Musicians and dancers played important roles in ancient Egyptian performance. Elite women in ancient Egypt adorned their hips with trinkets including not only aesthetically pleasing ornamental gold, shells and jewels, but also noise-making trinkets that were thought to both ward off evil spirits and invoke the goddess Hathor and appeal to her sexual nature in order to promote fertility. Modern belly dance is thus a derivative of this older Egyptian practice. Through the archaeological record dancers can be seen in artwork such as the Tomb of the Dancers painting in Thebes. 

Violent war performances were reenacted in Mesoamerica by elaborately plumed war dancers. The representation of maize was personified by human/plant hybrid models which were utilized for ritual purposes. Dramatic enactments of this nature are presumed to have been used for the purpose of sympathetic magic in order to win in battle in the former instance, as well as to resurrect the spirit of the vegetation each Spring in the latter. A theatrical performance was reconstructed in Guatemala in 1543 CE that incorporated music along with the Dance of Hunahpu and Xbalanque, the Maya Hero Twins, which portrayed their descent into and resurrection from Xibalba. Theatrical performances also frequently incorporated both music and dance into a procession as exemplified on limestone murals found in Bonampak, Mexico. Here musicians playing drums, rattles and turtle shells accompany actors wearing bizarre costumes in an elaborate ceremony welcoming a child heir to the throne. Maya hieroglyphic inscriptions show people posed in "highly-stylized gestures...explicitly labeled in accompanying text as 'dance'" and are thought of as a form of sign language. Instruments used in Maya culture such as horns, turtle shells, drums and rattles can be found in their visual art.

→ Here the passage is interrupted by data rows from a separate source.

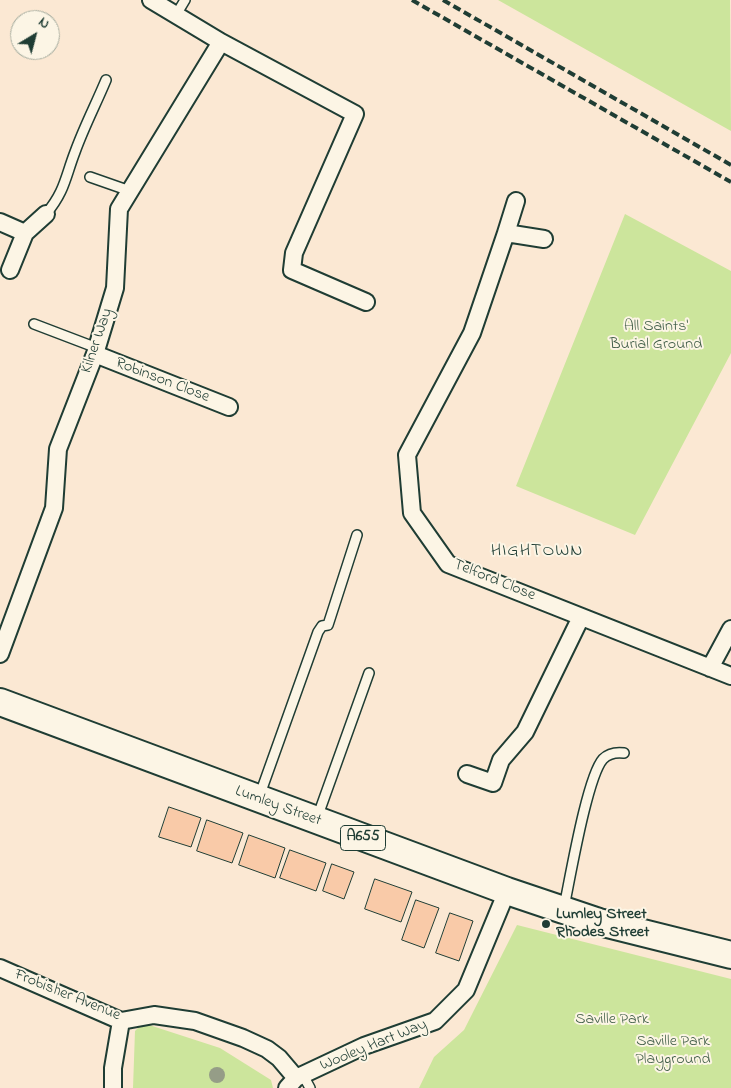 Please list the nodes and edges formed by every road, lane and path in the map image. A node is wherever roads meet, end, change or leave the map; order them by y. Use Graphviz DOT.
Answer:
graph roads {
  1 [pos="185,0"];
  2 [pos="165,5"];
  3 [pos="221,42"];
  4 [pos="106,80"];
  5 [pos="90,177"];
  6 [pos="130,191"];
  7 [pos="516,201"];
  8 [pos="46,214"];
  9 [pos="0,222"];
  10 [pos="25,233"];
  11 [pos="506,233"];
  12 [pos="544,239"];
  13 [pos="10,270"];
  14 [pos="366,302"];
  15 [pos="34,324"];
  16 [pos="96,351"];
  17 [pos="229,407"];
  18 [pos="356,535"];
  19 [pos="581,617"];
  20 [pos="731,629"];
  21 [pos="0,654"];
  22 [pos="710,668"];
  23 [pos="369,673"];
  24 [pos="731,676"];
  25 [pos="0,702"];
  26 [pos="624,752"];
  27 [pos="467,774"];
  28 [pos="258,800"];
  29 [pos="316,821"];
  30 [pos="507,891"];
  31 [pos="564,910"];
  32 [pos="731,955"];
  33 [pos="0,968"];
  34 [pos="121,1021"];
  35 [pos="299,1082"];
  36 [pos="113,1088"];
  1 -- 2 [label="lane"];
  2 -- 3 [label="street"];
  3 -- 6 [label="street, Kilner Way"];
  3 -- 14 [label="street"];
  4 -- 8 [label="lane"];
  5 -- 6 [label="lane"];
  6 -- 16 [label="street, Kilner Way"];
  7 -- 11 [label="street, Telford Close"];
  8 -- 10 [label="street"];
  9 -- 10 [label="street"];
  10 -- 13 [label="street"];
  11 -- 12 [label="street"];
  11 -- 19 [label="street, Telford Close"];
  15 -- 16 [label="lane"];
  16 -- 17 [label="street, Robinson Close"];
  16 -- 21 [label="street, Kilner Way"];
  18 -- 28 [label="lane"];
  19 -- 22 [label="street, Telford Close"];
  19 -- 27 [label="street"];
  20 -- 22 [label="street"];
  22 -- 24 [label="street, Telford Close"];
  23 -- 29 [label="lane"];
  25 -- 28 [label="main road, Lumley Street / A655"];
  26 -- 31 [label="lane"];
  28 -- 29 [label="main road, Lumley Street / A655"];
  29 -- 30 [label="main road, Lumley Street / A655"];
  30 -- 31 [label="main road, Lumley Street / A655"];
  30 -- 35 [label="street, Wooley Hart Way"];
  31 -- 32 [label="main road, Lumley Street / A655"];
  33 -- 34 [label="street, Frobisher Avenue"];
  34 -- 35 [label="street, Frobisher Avenue"];
  34 -- 36 [label="street"];
}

Alessandra Lopez y Royo analogizes dance to poetry describing the karanas, or dance movements artistically portrayed on the temple walls, as the 'sentences' left for us to re-embody the 'vocabulary' of the dance. 'Contemporary dance' of Indian performance arts on the other hand is a "distinct genre" and can be interpreted as the product of Western or 'non-traditional' influence.